The suspect was brought before ʿAlī, the beloved cousin and son-in-law of the Prophet Muḥammad (who had died less in 632).[1] Upon hearing the defendant’s story, ʿAlī reportedly sentenced him to death, in accordance with the Islamic law of retaliation for homicide and personal injury: a life for a life.
Before the sentence was carried out, another man rushed forward, telling the executioners not to be so hasty. “Do not kill him. I did it,” he announced. ʿAlī turned to the condemned man incredulously. “What made you confess to a murder that you did not commit?” he asked. The man explained that he thought ʿAlī would never take his word over that of the patrolmen who had witnessed a crime scene wherein all signs had pointed to him as the perpetrator. In reality, the man explained, he was a butcher who had just finished slaughtering a cow. Immediately after the slaughter, he needed to relieve himself, so entered the area of the ruins, bloody knife still in hand. Upon return, he came across the dead man and stood over him in concern. It was then that the patrol encountered him. Figuring that he could not plausibly deny having committed the crime, he confessed to the “obvious” and decided to leave the matter in God’s hands.
The second man offered a corroborating story. He explained that he was the one who had murdered a man for his money and then fled upon hearing sounds of the patrol approaching. On his way out, he passed the butcher entering the area and then watched the events unfold just as the butcher had described them. Once the butcher was condemned to death, however, the second man felt compelled to step forward. He did not want the blood of two men on his hands.[2]
[1] ʿAlī was the fourth caliph according to the Sunnī account of successors to the Prophet and the first Imām in the competing Shīʿī account.

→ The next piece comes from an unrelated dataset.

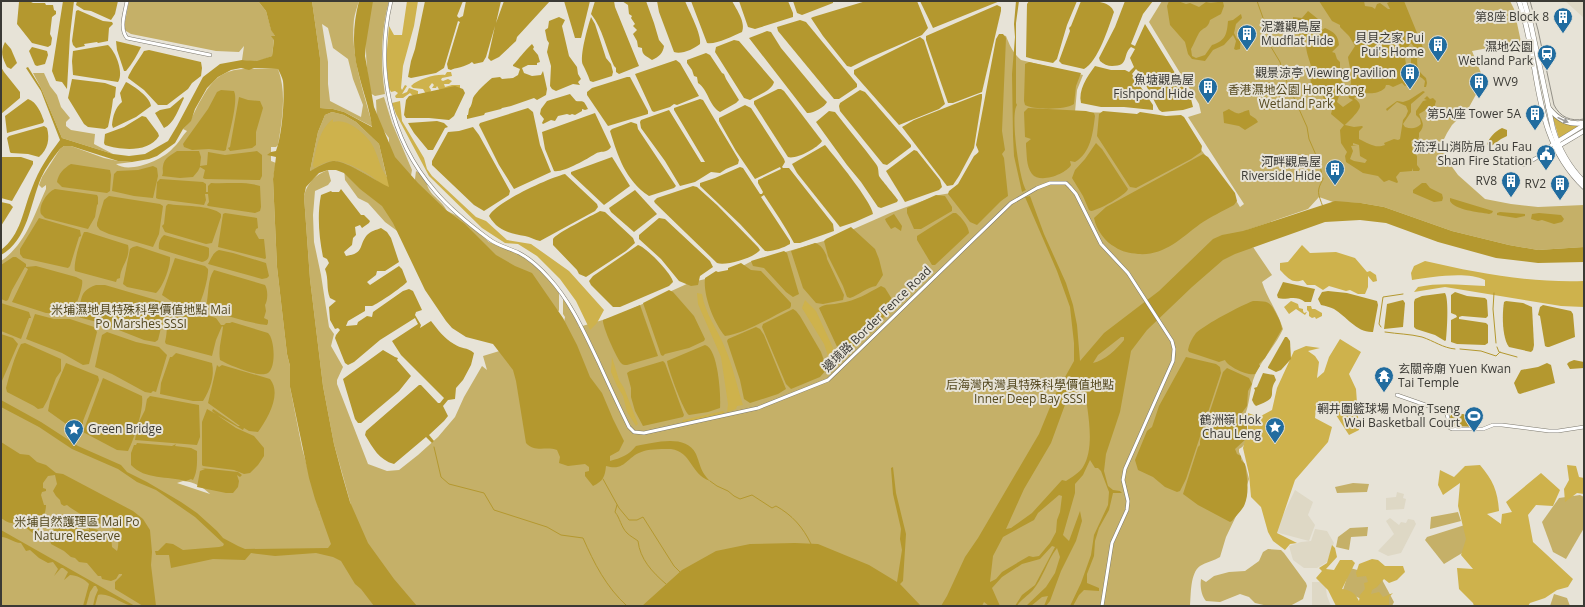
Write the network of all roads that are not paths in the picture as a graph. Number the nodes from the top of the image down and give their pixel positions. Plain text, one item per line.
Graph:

He presided over criminal trials in his capacity as leader of the young Muslim community from 656–661, as had the Prophet before him.
[2] Source: Ibrāhīm b. Hāshim al-Qummī (mid-third/ninth century), Qaḍāyā Amīr al-Muʾminīn ʿAlī b. Abī Ṭālib, ed. Fāris Ḥassūn Karīm (Qum: Muʾassasat Amīr al-Muʾminīn, 1382/[2003]), 88–89, 238 (paraphrased).
1.4 Hossein Modarressi, Circumstantial Evidence, JUSTICE AND LEADERSHIP (ILSP/HUP, 2017): 16-22. 1.4 Hossein Modarressi, Circumstantial Evidence, JUSTICE AND LEADERSHIP (ILSP/HUP, 2017): 16-22.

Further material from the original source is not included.